Persoalan pertama: “Apakah pengertian
itu memang benar-benar ada, atau hanya bualan/ omong kosong belaka ?”.
b.
Persoalan kedua: “Kalau memang
pengertian itu benar-benar ada, lalu bagaimana cara manusia menangkap
pengertian itu ?”.
Persoalan
yang kedua, muncul setelah setelah diketahui bahwa pengertian itu adalah
abstrak dan bersifat umum, sedangkan manusia itu hidup dalam alam yang khusus
konkrit. Lalu permasalahannya lagi adalah “Bagaimana yang khusus konkrit itu
dapat menangkap yang umum abstrak itu ?”. oleh sebab itu, maka dua persoalan
tersebut, telah diusahakan jawabannya oleh para filsuf terdahulu, dan
jawabannya adalah:
Filsuf Yunani Kuno, seperti:
Plato (427-348 SM), menjawab
persoalan pertama dengan mengatakan, bahwa pengertian atau ide memang ada
secara sungguh-sungguh, tetapi adanya tidak di dunia fana, melainkan adanya di
dunianya sendiri, yaitu dunia ide.
Terkait hal di atas, Pertanyaan yang
muncul adalah: Kalau idea tau pengertian itu tidak ada di dunia yang fana ini,
melainkan di dunia ide, sedangkan manusia itu ada dan hidup di dunia yang fana,
dan di dunia pengamatan, lalu bagaimana manusia dapat menvapai atau memperoleh
idea tau pengertian itu ?. kemudian jawaban Plato, adalah: bahwa manusia itu
dapat dikatakan sebagai makhluk yang termasuk dalam dua dunia, yaitu: dunia
ide, dan dunia pengamatan. Hal ini disebabkan manusia itu terdiri dari Jiwa dan
Raga. Jiwa manusia ada di dalam dunia ide sebelum bersatu dengan raganya yang
jasmani. Setelah bersatu dengan raganya, maka manusia itu berkenalan dengan
hal-hal khusus konkrit di dunia pengamatan ini, yang merupakan pencerminan
(baying-bayang atau gambaran) dari dunia ide (Dardiri, 1986; 32).
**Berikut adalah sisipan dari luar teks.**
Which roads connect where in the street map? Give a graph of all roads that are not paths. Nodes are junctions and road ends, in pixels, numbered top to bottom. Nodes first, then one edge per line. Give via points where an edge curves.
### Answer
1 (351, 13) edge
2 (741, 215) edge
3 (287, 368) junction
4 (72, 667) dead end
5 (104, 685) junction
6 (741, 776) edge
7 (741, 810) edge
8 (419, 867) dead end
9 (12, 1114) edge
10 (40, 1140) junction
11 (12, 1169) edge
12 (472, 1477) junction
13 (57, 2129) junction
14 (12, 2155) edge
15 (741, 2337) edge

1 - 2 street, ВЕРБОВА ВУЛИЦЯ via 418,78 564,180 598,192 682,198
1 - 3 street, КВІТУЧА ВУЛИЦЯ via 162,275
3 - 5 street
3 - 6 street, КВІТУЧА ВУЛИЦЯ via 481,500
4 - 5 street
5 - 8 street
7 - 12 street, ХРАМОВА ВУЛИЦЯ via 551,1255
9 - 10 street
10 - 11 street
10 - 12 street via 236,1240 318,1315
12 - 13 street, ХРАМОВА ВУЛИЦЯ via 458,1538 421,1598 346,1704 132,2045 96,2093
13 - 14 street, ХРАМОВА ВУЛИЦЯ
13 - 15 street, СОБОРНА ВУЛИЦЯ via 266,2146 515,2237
Aristoteles (384-322 SM) juga
mengakui bahwa ide itu ada, namun menurutnta bukan merupakan realita dan
konkrit, melainkan menurut Aristoteles bahwa ide itu abstrak. Adapun cara
manusia menangkap ide itu dengan abstraksi, yaitu menghiraukan aspek yang sama,
dan mengabaikan (menyingkirkan dalam pikiran) aspek yang berbeda.
Contohnya:
ditangkapnya ide tentang manusia. Adapun aspek yang berbeda dari tiap tiap
manusia adalah bentuk tubuhnya, rambutnya, warna kulitnya, bahasanya,
adat-istiadatnya, dan lain sebagainya. Namun mereka tetap manusia juga.
Abad Pertengahan
Pada abad Pertengahan, istilah yang
digunakan untuk menunuk idea tau pengertian adalah istilah “universale” atau “coceptus”.
Rumusan pertanyaannya adalah: apakah “universael”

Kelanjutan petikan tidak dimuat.